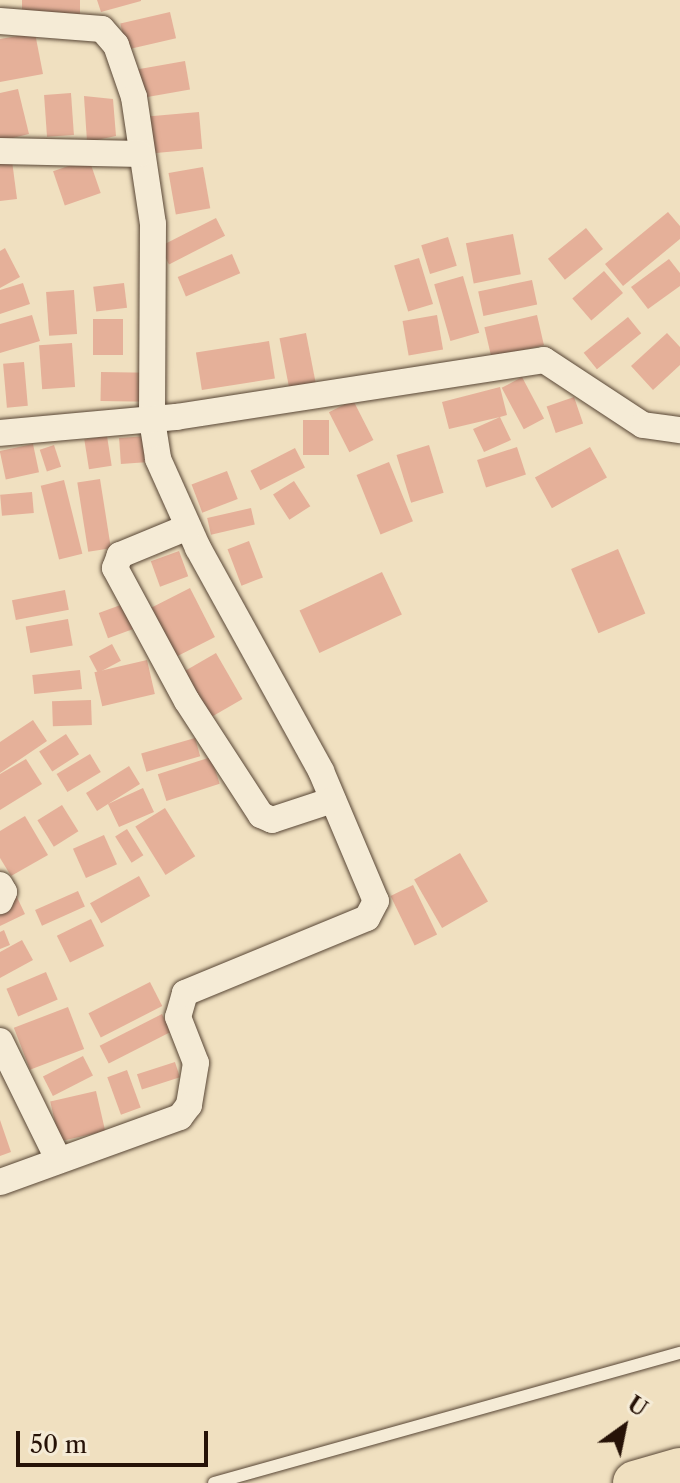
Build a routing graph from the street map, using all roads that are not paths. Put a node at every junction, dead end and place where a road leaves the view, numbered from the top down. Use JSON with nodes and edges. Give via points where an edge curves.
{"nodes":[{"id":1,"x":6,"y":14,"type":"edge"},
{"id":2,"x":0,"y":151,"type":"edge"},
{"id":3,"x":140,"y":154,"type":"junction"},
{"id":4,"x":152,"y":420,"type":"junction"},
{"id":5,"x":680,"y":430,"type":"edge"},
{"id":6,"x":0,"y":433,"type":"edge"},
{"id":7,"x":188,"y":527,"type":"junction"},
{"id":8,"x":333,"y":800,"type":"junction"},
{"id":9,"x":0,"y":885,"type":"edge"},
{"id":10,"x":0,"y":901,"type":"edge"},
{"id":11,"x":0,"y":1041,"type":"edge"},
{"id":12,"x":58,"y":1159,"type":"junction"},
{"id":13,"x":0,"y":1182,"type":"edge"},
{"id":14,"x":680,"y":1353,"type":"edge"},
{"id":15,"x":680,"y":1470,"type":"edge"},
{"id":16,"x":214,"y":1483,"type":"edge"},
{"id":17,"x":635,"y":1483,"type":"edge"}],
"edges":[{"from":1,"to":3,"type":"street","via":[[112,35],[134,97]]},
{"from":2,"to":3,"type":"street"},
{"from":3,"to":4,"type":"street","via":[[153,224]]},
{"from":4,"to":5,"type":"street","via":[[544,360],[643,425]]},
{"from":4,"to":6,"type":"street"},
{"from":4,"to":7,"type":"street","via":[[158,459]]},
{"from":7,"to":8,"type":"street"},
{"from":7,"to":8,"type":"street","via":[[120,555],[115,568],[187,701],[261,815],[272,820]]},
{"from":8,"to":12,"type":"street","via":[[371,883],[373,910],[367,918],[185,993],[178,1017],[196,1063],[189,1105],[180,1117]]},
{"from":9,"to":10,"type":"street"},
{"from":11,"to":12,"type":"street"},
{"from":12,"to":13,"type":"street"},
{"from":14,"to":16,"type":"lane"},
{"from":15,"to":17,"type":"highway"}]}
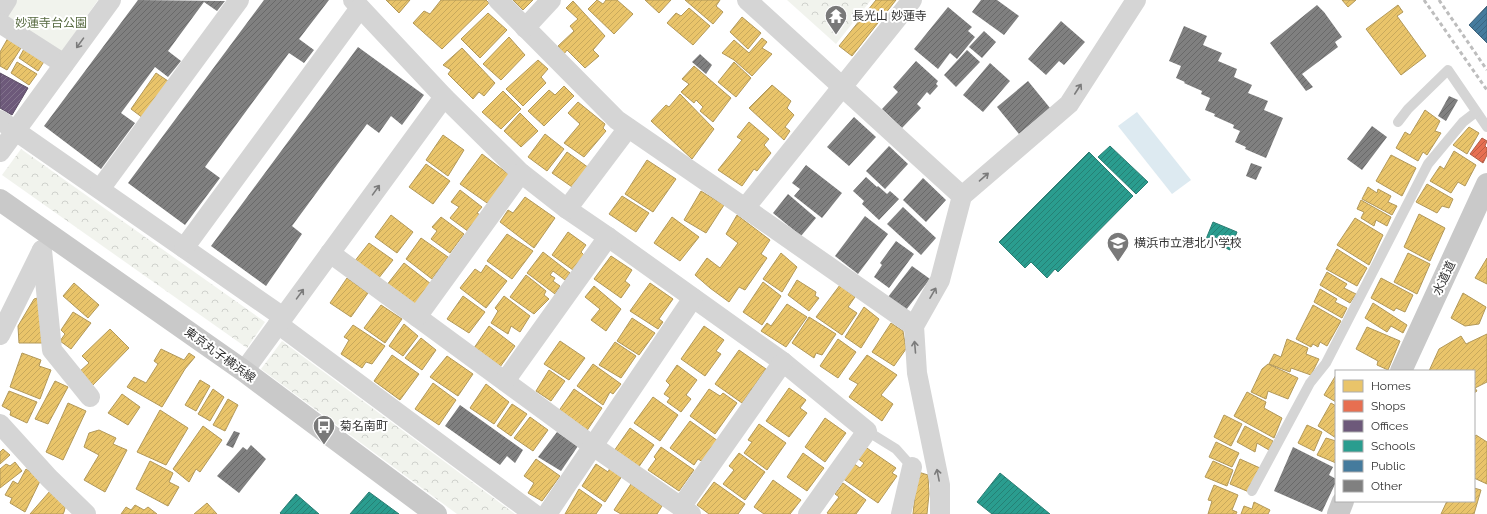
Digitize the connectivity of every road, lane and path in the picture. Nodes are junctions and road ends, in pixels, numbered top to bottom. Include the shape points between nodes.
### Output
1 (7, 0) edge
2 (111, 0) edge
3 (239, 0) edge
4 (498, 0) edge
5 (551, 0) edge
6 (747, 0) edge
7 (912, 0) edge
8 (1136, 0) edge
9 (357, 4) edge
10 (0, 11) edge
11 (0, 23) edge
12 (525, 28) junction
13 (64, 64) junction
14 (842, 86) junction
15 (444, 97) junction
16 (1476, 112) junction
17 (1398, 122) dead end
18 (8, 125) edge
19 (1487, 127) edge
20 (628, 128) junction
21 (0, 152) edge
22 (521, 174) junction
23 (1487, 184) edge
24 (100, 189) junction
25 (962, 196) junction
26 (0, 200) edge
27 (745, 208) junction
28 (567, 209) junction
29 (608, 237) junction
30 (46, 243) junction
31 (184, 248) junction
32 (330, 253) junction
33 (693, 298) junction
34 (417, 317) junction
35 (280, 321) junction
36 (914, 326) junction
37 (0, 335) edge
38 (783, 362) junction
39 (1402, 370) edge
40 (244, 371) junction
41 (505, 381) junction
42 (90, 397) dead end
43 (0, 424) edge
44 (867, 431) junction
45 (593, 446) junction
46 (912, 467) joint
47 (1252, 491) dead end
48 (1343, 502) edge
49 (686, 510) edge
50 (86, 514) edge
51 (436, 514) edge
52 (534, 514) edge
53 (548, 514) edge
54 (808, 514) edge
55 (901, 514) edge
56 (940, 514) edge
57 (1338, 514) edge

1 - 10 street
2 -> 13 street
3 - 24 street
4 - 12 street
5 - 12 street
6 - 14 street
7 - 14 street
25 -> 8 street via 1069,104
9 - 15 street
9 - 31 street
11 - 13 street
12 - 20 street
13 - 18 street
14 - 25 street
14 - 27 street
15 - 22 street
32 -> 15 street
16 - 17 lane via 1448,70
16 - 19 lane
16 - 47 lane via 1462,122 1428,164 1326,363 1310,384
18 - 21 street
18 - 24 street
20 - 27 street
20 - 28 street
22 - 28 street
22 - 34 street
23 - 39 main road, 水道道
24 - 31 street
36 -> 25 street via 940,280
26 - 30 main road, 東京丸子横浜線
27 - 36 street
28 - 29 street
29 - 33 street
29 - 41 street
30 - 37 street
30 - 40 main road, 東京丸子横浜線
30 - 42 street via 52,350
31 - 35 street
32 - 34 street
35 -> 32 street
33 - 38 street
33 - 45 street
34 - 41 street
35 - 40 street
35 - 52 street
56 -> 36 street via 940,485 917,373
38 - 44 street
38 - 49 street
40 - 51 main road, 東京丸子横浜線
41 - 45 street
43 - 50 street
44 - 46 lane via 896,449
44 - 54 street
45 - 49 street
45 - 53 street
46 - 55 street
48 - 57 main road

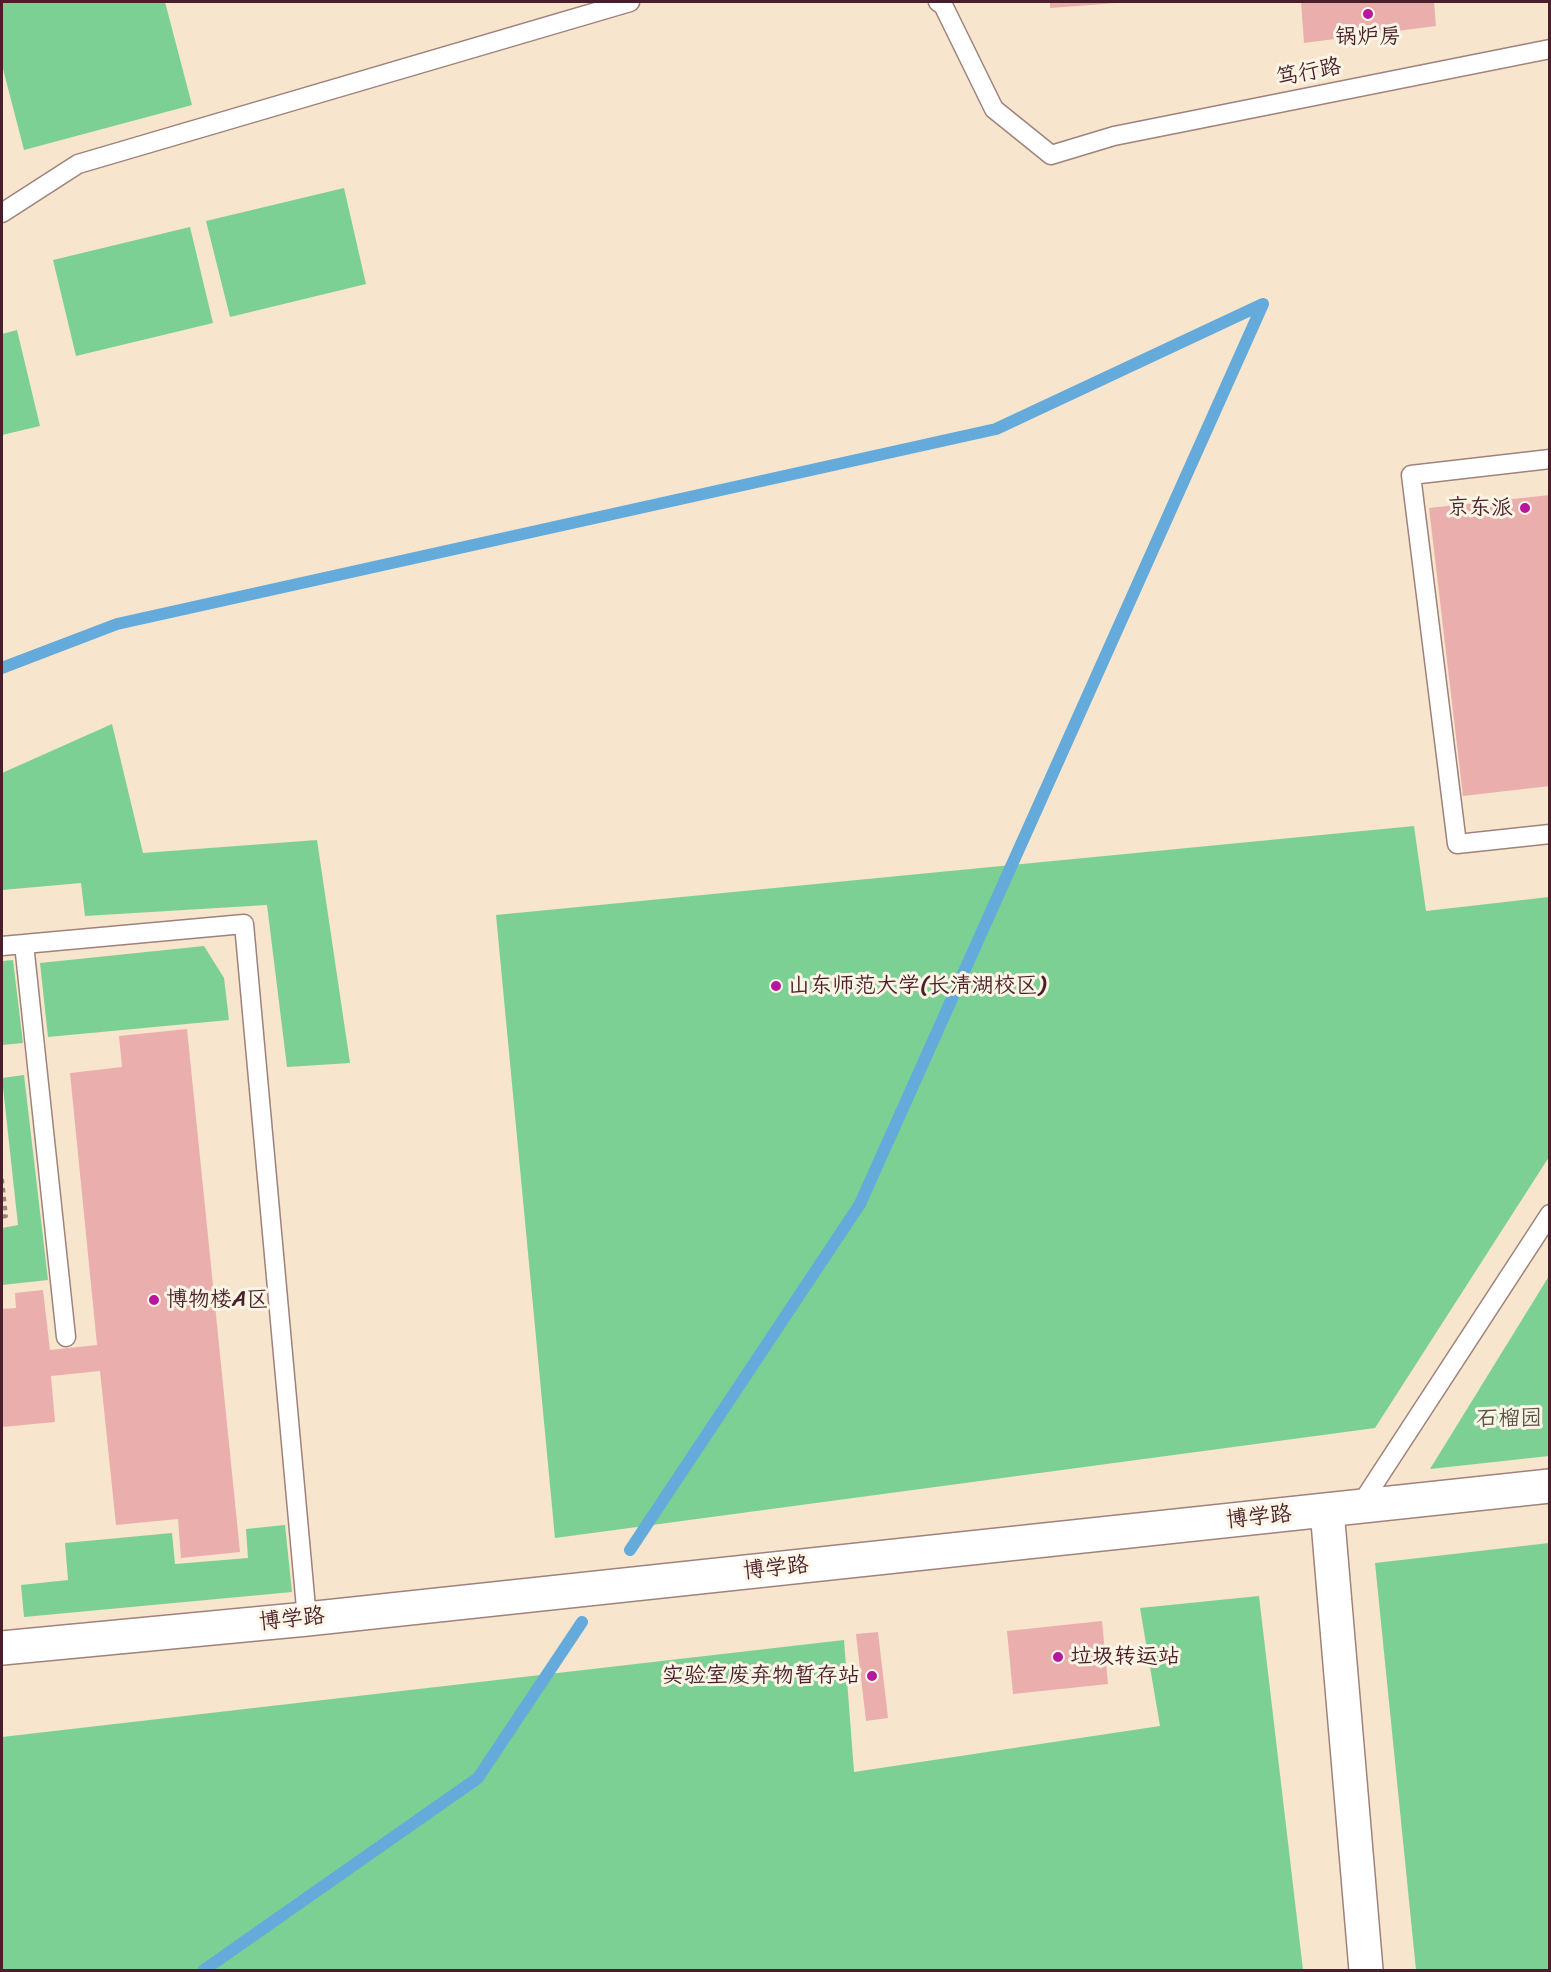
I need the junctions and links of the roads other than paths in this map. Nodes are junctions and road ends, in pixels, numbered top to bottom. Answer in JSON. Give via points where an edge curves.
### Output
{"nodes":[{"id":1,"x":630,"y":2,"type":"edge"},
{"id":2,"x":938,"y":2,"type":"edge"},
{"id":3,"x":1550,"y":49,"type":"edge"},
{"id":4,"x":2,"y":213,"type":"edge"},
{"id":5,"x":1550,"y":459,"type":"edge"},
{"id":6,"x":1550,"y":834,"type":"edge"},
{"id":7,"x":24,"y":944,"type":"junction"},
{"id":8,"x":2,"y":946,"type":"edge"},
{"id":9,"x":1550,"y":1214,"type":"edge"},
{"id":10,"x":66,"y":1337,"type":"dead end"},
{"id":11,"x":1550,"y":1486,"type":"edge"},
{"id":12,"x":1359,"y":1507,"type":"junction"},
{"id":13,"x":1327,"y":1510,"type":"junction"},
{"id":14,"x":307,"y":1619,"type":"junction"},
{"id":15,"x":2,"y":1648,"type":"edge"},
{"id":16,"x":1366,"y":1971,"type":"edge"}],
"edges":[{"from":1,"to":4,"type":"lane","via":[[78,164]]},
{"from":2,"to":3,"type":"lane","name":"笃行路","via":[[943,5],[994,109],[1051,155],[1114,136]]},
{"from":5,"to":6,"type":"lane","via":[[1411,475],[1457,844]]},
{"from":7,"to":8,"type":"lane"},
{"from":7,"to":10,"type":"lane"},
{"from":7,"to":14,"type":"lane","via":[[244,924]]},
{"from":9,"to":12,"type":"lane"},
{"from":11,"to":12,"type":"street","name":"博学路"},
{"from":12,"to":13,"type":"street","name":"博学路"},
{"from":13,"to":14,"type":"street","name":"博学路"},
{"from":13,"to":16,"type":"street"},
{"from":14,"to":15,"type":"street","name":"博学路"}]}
^^^^^^^^
§ **Work instruction**
From the data, list each line in which the string "main" appears.

§ **Expected answer**
23 - 39 main road, 水道道
26 - 30 main road, 東京丸子横浜線
30 - 40 main road, 東京丸子横浜線
40 - 51 main road, 東京丸子横浜線
48 - 57 main road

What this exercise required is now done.